### [What you have to do]
Every line that contains the word "Main" should be copied from the records below.

### [Records for the task]
=======

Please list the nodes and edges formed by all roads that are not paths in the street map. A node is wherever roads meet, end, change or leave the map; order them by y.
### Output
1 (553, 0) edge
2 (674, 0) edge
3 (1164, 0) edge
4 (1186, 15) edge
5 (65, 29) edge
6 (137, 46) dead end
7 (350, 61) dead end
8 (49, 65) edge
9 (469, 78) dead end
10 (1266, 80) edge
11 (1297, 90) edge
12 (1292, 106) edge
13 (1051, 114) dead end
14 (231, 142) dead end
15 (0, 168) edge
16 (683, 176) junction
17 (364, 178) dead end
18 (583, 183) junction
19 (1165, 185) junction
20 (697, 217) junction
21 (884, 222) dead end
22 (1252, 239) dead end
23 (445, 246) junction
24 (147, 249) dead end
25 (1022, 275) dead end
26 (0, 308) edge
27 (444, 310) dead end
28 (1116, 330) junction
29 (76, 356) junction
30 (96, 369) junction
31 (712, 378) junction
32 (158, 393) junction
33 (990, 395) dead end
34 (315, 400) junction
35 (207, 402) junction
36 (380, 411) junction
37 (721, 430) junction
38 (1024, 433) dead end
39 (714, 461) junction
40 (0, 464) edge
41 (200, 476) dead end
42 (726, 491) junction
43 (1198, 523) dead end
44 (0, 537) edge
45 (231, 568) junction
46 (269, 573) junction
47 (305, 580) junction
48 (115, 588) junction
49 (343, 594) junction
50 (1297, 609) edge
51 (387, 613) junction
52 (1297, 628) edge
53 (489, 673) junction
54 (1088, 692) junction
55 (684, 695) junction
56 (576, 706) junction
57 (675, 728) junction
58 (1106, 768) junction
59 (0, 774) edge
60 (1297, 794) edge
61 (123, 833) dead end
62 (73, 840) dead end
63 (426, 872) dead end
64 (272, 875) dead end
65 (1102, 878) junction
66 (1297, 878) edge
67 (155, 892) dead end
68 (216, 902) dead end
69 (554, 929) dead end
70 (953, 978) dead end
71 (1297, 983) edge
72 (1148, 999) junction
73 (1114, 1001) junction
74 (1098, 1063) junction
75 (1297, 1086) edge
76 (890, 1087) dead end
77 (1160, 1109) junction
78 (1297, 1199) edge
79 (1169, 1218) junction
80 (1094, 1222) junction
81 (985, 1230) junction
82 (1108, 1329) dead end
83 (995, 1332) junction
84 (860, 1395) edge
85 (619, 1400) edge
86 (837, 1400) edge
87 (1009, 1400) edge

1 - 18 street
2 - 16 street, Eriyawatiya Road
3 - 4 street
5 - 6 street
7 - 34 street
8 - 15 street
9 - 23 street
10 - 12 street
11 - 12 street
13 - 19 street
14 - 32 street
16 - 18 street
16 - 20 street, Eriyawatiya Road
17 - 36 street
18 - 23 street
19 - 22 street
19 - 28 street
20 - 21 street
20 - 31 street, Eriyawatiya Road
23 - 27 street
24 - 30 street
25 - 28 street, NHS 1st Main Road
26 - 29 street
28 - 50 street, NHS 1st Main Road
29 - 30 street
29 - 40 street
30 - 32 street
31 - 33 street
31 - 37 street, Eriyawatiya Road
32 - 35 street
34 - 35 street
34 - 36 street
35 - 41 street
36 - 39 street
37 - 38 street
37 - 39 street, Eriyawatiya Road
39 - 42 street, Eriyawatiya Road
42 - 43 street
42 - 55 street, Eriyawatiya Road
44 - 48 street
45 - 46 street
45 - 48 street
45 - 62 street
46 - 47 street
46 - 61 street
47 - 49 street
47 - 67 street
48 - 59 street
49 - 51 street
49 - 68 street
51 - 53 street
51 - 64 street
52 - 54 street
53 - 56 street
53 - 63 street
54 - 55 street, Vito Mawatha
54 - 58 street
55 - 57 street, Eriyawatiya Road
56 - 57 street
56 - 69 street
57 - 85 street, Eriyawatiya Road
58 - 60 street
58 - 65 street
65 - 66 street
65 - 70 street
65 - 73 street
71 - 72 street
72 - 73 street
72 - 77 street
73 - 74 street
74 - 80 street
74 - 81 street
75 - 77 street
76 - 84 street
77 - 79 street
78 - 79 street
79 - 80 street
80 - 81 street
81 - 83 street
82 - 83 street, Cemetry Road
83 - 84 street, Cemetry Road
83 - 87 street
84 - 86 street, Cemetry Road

=======

### [Solution for this problem]
25 - 28 street, NHS 1st Main Road
28 - 50 street, NHS 1st Main Road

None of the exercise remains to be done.